The Portland Trail Blazers trailed the Boston Celtics by 19 points entering the fourth quarter with Damian Lillard on the bench during Friday night’s loss at the Moda Center.
It would have been more than reasonable for Blazers coach Chauncey Billups to sit Lillard the rest of the game. The odds of them overcoming such a deficit against a team with the fourth best defensive rating in the NBA (111.1) were bleak.
But with 9:26 remaining in the game, and the Blazers down 18, Lillard re-entered the contest prepared to at least try to pull off the improbable.
Almost immediately, Lillard hit a three. A few minutes later, the Blazers began to mount a comeback that saw Lillard score 25 points in the quarter and his team climb to within 113-105 with 2:39 remaining.
That’s when the Celtics put a halt to the madness by outscoring the Blazers 13-7 the rest of the way to win 126-112.
Following the game, Lillard, who scored 41 points, said he never considered giving up regardless of the deficit and time on the clock.
“Competing and fighting, that’s the minimum,” Lillard said. “You got to have that and I thought our team at least showed it. But that alone is not going to beat a team like that.”
The Blazers (31-39) shot poorly, committed too many turnovers, put forth little resistance against the Celtics’ offense (also ranked fourth in defensive rating) and pretty much played into the hands of Boston for most of the night.
But even with the team’s playoff hopes fading with each defeat (they’ve now lost 10 of their last 13), the Blazers appear determined to at least go out kicking and screaming.
“I’m never surprised by the fight that we show,” Billups said. “That’s just who we are.”
Throughout his career, Lillard has viewed deficits as a mathematical equation to solve. Deficit plus time remaining equals Dame Time. Win or lose.
But first comes the effort.
“I think you just continue to play,” Lillard said. “I’ve been a part of games where we’ve had leads like that and even when we won the game, it still became a game.”
A 9-0 run can happen in three possessions that take less than a minute. Lillard approaches comebacks searching for that burst.

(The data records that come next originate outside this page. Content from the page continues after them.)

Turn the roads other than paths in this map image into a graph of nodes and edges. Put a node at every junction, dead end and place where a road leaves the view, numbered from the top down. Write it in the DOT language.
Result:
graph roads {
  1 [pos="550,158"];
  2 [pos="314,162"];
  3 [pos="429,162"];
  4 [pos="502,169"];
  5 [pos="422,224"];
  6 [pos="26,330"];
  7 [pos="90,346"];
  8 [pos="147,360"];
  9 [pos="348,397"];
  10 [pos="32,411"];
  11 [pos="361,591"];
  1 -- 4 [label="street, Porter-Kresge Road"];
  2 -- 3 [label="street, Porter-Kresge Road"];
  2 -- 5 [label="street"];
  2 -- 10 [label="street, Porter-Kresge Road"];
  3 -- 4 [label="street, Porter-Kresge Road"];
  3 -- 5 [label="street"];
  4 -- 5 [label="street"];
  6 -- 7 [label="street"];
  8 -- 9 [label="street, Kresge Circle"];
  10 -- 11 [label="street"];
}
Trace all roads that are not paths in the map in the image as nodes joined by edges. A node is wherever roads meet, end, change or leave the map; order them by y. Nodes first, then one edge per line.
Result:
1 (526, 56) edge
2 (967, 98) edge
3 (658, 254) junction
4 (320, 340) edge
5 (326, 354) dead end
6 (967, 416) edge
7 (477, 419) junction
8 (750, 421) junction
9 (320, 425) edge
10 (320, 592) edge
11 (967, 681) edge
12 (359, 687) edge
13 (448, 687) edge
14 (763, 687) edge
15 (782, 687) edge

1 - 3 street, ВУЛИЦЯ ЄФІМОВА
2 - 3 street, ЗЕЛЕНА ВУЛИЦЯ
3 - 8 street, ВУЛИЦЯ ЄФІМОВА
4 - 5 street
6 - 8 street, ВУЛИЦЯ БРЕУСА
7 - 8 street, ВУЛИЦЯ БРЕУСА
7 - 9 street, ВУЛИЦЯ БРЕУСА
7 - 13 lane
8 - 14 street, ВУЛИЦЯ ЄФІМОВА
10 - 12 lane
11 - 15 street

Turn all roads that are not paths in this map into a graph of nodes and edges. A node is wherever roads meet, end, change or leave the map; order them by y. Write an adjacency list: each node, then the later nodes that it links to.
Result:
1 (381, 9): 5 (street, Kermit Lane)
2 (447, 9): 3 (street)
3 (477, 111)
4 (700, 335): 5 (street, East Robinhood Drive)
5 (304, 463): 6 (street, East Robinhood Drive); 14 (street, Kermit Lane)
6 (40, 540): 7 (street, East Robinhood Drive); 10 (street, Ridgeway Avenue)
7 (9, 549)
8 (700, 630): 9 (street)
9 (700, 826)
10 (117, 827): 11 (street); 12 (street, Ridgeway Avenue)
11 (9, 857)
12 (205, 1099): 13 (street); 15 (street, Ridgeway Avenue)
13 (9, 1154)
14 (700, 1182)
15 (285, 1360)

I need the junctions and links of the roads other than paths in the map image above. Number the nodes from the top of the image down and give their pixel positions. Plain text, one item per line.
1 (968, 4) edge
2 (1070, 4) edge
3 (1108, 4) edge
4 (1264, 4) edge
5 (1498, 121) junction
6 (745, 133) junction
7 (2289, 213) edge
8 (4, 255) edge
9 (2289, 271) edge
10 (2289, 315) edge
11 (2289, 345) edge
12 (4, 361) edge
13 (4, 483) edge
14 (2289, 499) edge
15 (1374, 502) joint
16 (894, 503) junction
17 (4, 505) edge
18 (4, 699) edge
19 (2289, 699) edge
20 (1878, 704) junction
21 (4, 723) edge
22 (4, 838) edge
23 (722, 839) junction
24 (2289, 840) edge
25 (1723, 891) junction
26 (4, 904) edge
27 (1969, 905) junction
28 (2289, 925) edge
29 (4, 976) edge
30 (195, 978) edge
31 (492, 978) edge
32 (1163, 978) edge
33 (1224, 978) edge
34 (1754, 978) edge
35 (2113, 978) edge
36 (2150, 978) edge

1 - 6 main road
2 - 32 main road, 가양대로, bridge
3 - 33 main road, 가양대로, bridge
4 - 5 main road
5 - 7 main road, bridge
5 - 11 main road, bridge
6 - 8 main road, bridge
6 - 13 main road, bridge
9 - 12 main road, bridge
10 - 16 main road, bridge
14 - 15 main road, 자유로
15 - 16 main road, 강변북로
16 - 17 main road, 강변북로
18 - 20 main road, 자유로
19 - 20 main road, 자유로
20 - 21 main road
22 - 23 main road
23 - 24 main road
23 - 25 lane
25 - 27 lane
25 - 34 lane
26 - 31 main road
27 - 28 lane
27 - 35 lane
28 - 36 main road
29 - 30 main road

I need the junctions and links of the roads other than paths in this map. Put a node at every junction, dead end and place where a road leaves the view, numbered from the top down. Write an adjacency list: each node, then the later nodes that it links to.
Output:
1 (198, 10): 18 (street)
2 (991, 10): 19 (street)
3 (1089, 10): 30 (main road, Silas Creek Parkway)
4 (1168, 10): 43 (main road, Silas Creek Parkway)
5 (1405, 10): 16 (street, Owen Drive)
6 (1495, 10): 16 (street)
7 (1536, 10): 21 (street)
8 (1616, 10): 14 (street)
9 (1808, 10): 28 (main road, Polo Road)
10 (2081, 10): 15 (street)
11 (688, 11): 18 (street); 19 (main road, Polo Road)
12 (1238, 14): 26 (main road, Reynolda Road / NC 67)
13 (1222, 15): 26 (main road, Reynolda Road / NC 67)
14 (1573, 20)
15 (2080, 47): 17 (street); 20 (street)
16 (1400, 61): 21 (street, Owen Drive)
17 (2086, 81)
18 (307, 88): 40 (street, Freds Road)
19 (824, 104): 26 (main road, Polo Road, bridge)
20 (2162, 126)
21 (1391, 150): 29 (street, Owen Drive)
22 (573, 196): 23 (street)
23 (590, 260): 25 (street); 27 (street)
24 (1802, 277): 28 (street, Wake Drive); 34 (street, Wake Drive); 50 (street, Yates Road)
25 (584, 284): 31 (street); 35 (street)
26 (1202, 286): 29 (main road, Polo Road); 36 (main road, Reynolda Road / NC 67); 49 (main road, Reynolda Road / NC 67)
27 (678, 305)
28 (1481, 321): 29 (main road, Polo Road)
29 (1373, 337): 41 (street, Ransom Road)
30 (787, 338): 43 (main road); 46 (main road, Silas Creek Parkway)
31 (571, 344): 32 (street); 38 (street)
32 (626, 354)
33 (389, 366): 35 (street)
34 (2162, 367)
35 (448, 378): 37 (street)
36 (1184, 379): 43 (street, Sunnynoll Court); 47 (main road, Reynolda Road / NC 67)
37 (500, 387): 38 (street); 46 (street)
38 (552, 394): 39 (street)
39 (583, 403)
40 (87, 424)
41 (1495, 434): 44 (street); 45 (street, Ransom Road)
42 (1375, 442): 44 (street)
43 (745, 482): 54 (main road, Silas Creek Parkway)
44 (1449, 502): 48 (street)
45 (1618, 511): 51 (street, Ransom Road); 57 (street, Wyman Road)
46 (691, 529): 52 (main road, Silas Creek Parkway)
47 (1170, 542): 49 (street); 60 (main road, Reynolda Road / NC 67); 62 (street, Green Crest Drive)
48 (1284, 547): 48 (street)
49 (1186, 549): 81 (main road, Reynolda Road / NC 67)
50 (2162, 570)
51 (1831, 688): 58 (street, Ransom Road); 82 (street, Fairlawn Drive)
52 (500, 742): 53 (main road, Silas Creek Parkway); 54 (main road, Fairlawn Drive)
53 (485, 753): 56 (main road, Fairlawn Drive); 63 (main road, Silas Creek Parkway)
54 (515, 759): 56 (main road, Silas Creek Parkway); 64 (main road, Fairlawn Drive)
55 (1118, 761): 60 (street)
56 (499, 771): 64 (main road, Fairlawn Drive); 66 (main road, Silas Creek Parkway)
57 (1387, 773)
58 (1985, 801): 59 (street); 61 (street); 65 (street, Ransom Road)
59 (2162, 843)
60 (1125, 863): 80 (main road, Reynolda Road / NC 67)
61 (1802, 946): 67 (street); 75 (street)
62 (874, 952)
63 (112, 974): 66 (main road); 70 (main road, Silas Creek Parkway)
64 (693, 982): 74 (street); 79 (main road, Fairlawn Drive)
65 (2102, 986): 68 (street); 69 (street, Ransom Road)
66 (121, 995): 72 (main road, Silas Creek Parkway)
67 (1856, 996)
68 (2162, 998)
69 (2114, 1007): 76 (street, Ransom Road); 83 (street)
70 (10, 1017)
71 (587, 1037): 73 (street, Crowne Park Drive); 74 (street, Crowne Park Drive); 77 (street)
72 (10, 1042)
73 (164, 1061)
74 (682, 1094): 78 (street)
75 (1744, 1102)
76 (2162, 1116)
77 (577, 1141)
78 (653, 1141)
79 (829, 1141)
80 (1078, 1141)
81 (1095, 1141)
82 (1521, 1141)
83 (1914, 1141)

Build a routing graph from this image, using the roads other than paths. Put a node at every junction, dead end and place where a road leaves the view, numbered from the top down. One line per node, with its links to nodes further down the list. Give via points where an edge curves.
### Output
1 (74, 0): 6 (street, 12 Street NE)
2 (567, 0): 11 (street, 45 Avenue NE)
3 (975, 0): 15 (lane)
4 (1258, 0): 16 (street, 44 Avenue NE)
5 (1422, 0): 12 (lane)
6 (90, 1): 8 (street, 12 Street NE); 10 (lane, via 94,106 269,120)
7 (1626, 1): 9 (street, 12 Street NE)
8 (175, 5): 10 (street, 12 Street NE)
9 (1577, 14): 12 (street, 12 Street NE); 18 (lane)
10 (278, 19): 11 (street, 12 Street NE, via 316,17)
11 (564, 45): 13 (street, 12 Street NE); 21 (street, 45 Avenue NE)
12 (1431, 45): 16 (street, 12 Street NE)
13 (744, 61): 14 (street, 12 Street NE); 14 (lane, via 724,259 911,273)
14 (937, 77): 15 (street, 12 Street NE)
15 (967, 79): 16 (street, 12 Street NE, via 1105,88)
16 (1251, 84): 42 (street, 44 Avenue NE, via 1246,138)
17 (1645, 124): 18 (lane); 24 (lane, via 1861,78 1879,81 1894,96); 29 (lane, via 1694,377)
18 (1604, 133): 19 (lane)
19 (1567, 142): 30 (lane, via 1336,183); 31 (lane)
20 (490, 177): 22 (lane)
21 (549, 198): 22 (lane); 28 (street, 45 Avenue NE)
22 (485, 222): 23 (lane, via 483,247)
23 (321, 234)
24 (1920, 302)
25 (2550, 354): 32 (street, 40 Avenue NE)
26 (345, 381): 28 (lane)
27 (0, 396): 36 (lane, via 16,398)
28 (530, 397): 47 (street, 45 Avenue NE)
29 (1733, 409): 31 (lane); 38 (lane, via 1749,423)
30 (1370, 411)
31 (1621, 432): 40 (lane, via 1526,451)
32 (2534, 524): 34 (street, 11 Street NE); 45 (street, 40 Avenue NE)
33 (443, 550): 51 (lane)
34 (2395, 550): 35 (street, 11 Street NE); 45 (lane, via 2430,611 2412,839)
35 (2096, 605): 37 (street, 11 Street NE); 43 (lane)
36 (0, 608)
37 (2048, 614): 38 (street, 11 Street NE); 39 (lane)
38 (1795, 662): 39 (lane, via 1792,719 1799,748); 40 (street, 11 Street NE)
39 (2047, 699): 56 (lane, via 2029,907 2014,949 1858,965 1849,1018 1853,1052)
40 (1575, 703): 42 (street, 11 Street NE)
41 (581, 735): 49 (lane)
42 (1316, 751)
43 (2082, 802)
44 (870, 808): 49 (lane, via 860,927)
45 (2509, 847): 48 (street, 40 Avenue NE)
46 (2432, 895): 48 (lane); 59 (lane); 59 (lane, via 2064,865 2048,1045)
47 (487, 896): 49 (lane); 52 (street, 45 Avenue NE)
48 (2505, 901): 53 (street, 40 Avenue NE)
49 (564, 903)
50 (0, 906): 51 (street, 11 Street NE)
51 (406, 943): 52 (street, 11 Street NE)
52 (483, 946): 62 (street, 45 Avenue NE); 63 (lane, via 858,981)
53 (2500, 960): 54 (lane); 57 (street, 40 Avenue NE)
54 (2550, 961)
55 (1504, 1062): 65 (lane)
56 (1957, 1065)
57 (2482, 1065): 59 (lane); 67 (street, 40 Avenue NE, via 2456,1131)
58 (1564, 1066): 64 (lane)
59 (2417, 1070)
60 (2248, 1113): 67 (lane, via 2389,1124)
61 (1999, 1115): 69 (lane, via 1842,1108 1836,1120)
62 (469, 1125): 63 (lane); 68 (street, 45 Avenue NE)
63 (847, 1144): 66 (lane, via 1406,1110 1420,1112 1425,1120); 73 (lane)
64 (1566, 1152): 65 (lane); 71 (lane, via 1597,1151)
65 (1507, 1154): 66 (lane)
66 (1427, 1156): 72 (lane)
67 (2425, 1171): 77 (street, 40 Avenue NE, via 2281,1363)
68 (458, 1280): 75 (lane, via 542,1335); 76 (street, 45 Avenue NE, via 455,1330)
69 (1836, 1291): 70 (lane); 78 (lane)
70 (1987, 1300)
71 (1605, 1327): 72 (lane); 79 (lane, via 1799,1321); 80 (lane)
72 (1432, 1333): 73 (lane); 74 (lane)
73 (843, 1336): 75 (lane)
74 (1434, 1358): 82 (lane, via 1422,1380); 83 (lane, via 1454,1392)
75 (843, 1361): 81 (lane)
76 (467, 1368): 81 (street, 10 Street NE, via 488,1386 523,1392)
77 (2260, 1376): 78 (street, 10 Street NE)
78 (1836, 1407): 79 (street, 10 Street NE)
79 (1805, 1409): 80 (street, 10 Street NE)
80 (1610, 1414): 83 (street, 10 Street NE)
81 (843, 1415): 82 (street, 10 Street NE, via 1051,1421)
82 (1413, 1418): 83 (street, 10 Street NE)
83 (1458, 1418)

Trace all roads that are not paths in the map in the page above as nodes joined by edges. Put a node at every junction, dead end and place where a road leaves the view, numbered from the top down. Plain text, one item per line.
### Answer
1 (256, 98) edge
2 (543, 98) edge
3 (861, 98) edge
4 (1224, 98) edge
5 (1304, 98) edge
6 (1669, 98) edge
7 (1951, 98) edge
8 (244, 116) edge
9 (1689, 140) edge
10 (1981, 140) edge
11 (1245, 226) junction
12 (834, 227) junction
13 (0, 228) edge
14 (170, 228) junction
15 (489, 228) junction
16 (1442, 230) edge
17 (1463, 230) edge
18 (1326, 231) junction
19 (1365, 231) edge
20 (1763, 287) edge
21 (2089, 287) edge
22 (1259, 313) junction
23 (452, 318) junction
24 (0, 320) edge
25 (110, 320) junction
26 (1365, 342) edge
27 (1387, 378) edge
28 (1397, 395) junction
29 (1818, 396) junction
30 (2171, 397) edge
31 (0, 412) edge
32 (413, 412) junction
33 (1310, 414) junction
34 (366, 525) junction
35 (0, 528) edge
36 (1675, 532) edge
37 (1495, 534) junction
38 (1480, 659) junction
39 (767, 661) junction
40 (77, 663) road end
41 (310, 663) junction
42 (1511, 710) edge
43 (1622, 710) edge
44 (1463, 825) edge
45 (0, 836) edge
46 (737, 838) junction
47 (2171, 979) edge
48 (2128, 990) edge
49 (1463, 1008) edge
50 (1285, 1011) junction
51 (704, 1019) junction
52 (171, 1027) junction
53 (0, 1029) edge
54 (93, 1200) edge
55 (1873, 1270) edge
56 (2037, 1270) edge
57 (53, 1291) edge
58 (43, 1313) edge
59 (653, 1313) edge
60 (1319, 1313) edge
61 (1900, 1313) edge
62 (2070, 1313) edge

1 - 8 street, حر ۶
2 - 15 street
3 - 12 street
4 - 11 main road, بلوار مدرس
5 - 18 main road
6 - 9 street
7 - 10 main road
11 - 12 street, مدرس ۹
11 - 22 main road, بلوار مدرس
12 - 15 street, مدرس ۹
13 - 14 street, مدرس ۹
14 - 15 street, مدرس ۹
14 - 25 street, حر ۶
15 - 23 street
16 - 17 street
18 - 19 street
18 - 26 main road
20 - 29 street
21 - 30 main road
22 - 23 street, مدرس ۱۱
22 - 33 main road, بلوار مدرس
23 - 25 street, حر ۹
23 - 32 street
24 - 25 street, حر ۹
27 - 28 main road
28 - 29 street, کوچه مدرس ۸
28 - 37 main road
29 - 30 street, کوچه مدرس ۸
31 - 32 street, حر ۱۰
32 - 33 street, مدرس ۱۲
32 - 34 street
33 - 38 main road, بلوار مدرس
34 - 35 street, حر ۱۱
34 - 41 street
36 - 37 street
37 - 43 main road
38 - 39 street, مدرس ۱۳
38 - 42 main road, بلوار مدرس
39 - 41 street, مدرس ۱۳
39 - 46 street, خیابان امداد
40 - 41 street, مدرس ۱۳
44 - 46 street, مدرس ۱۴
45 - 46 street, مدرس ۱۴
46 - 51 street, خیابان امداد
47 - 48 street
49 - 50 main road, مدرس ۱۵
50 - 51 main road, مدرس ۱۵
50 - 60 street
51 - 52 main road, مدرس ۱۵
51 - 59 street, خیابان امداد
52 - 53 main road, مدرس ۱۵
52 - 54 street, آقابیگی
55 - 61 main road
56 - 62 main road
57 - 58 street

“Ya’ll know that I’ve always been that way even when it seems like it’s out of reach,” he said. “I’m gonna go out there and compete and try to make something happen regardless of how realistic or unrealistic it is and live with the results. But I’m never gonna just go out there and be like, ‘It’s over,’ especially if it’s six, seven minutes left in the game.”
The 13th-place Blazers have not yet turned their back on their postseason hopes. In order to climb into the play-in field, they must show the same level of fight demonstrated during Friday’s fourth quarter for entire games, especially against winning teams.
Billups said before Friday’s game that he hopes to build better team habits in these final weeks of the season. The Blazers, Lillard said, can do a lot of things well but they have too many lapses on offense and defense that lead to deficits that require improbable comebacks.
“The best teams, if they make a mistake, it’s not the kind of mistakes that we make,” Lillard said. “And they don’t make them as often as we do. And we’re not doing it on purpose. That’s why he’s saying we got to build up to that. We got to start recognizing those things and just be sharp at it and be able to sustain it for much longer periods of time.”